■ WHAT YOU ARE ASKED TO DO ■
Return verbatim all lines from the first one in the records to the line with "Road topology of", both ends kept.

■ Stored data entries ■
'''

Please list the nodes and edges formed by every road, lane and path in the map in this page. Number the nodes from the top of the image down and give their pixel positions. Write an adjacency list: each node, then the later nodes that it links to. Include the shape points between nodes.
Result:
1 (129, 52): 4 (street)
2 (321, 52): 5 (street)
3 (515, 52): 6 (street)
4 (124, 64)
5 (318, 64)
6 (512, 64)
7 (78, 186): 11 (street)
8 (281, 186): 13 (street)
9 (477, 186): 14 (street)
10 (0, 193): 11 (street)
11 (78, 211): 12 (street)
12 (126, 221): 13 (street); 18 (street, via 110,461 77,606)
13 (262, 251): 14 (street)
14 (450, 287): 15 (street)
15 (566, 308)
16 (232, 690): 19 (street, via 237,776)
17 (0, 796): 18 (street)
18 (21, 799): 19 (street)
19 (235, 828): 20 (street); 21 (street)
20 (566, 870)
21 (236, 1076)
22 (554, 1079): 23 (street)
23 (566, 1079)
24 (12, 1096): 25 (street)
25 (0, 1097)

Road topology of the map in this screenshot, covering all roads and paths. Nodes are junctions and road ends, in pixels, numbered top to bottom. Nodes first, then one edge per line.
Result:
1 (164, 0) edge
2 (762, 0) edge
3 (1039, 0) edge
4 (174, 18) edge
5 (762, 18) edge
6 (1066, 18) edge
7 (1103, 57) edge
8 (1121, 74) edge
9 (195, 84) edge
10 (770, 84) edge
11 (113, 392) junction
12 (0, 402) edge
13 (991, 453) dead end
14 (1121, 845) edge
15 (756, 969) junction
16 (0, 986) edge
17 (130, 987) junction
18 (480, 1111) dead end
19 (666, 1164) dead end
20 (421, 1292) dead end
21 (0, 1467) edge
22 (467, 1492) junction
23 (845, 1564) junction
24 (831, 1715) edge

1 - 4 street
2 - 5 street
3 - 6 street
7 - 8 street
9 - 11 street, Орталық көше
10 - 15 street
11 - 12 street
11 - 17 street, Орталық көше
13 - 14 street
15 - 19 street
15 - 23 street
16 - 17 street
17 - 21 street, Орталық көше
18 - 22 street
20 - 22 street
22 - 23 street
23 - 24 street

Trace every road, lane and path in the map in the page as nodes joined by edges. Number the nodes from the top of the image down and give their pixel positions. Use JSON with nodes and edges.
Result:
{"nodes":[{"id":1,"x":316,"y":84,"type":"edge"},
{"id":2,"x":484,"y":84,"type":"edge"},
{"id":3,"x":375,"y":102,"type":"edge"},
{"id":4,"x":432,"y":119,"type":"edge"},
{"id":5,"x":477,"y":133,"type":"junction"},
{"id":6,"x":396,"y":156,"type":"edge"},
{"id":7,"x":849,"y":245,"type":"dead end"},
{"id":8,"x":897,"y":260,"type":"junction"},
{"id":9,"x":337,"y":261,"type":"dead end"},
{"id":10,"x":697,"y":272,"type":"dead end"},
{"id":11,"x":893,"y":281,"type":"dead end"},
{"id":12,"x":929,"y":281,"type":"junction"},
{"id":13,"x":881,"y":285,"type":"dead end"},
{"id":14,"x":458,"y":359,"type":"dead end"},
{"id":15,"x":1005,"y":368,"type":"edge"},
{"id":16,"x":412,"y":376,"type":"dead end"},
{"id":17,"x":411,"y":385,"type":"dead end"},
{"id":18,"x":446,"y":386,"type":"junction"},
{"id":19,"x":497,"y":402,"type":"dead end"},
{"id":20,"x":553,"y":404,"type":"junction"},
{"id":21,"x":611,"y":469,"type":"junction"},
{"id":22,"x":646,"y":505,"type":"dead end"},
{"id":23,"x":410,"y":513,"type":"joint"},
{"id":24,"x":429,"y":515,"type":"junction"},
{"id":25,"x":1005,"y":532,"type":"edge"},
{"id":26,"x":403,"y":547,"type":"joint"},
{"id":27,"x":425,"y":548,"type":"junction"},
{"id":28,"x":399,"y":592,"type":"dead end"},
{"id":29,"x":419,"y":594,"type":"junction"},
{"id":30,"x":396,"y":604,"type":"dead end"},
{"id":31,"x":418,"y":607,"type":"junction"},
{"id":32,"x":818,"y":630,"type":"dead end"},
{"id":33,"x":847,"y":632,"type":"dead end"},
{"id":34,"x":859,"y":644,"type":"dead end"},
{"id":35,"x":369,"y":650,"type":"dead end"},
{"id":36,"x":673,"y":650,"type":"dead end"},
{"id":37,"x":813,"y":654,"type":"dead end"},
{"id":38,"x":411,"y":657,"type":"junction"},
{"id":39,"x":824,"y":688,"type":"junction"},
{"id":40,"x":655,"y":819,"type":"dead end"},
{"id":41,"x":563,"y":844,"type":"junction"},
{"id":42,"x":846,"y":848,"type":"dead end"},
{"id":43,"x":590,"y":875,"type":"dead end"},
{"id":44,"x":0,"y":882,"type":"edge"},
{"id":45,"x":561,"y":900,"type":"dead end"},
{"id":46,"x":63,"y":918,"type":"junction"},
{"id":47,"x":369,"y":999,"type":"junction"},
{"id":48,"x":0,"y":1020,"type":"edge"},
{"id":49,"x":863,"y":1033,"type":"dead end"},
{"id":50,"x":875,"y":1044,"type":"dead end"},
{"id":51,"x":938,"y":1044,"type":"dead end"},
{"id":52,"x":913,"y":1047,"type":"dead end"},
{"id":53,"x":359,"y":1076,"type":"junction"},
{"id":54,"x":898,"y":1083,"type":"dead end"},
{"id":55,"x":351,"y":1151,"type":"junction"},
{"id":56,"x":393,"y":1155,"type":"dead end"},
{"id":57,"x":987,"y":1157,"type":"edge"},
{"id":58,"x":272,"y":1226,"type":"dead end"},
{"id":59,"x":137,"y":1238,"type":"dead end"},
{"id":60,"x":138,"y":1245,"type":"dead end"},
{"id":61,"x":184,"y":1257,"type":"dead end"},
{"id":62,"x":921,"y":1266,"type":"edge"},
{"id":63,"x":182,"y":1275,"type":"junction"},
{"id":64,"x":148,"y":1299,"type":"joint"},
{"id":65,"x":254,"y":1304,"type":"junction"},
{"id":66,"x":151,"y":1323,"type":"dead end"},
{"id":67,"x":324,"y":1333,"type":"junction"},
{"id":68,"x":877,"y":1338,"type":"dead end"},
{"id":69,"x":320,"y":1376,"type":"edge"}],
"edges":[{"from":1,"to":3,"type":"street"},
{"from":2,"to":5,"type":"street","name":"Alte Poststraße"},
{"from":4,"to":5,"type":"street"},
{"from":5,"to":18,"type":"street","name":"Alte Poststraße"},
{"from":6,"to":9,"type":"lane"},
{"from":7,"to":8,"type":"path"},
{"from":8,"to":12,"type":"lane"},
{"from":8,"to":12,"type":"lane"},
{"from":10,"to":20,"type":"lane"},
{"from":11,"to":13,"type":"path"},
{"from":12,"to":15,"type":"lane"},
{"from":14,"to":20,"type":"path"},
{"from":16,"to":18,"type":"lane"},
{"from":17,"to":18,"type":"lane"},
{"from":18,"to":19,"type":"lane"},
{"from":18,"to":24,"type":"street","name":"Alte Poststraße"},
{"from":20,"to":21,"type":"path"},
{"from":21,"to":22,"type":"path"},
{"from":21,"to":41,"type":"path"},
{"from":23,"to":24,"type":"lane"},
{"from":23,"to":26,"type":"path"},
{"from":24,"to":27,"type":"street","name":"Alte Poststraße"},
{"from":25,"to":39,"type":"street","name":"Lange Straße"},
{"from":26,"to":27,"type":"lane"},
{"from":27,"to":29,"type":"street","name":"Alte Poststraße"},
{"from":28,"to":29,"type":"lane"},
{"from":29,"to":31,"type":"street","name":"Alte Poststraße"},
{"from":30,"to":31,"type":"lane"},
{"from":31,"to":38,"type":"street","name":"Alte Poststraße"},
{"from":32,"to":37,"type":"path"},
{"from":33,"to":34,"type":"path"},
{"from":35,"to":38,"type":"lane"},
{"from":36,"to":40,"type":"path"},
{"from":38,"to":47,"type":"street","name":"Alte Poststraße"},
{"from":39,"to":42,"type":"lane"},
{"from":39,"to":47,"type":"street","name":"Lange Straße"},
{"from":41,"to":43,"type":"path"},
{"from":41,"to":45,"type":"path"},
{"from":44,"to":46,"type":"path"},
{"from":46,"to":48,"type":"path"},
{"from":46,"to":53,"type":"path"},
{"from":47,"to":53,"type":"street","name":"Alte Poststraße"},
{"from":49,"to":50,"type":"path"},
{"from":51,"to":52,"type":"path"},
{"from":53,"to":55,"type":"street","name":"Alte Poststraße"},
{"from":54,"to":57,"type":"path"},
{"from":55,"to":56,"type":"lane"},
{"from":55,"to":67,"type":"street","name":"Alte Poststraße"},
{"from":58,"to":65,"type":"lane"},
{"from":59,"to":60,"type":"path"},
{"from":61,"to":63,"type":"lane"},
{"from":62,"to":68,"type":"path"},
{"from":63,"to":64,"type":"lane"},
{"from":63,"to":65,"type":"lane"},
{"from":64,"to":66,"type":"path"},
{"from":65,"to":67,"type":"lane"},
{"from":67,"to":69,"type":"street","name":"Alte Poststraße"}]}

'''

■ THE ANSWER ■
Please list the nodes and edges formed by every road, lane and path in the map in this page. Number the nodes from the top of the image down and give their pixel positions. Write an adjacency list: each node, then the later nodes that it links to. Include the shape points between nodes.
Result:
1 (129, 52): 4 (street)
2 (321, 52): 5 (street)
3 (515, 52): 6 (street)
4 (124, 64)
5 (318, 64)
6 (512, 64)
7 (78, 186): 11 (street)
8 (281, 186): 13 (street)
9 (477, 186): 14 (street)
10 (0, 193): 11 (street)
11 (78, 211): 12 (street)
12 (126, 221): 13 (street); 18 (street, via 110,461 77,606)
13 (262, 251): 14 (street)
14 (450, 287): 15 (street)
15 (566, 308)
16 (232, 690): 19 (street, via 237,776)
17 (0, 796): 18 (street)
18 (21, 799): 19 (street)
19 (235, 828): 20 (street); 21 (street)
20 (566, 870)
21 (236, 1076)
22 (554, 1079): 23 (street)
23 (566, 1079)
24 (12, 1096): 25 (street)
25 (0, 1097)

Road topology of the map in this screenshot, covering all roads and paths. Nodes are junctions and road ends, in pixels, numbered top to bottom. Nodes first, then one edge per line.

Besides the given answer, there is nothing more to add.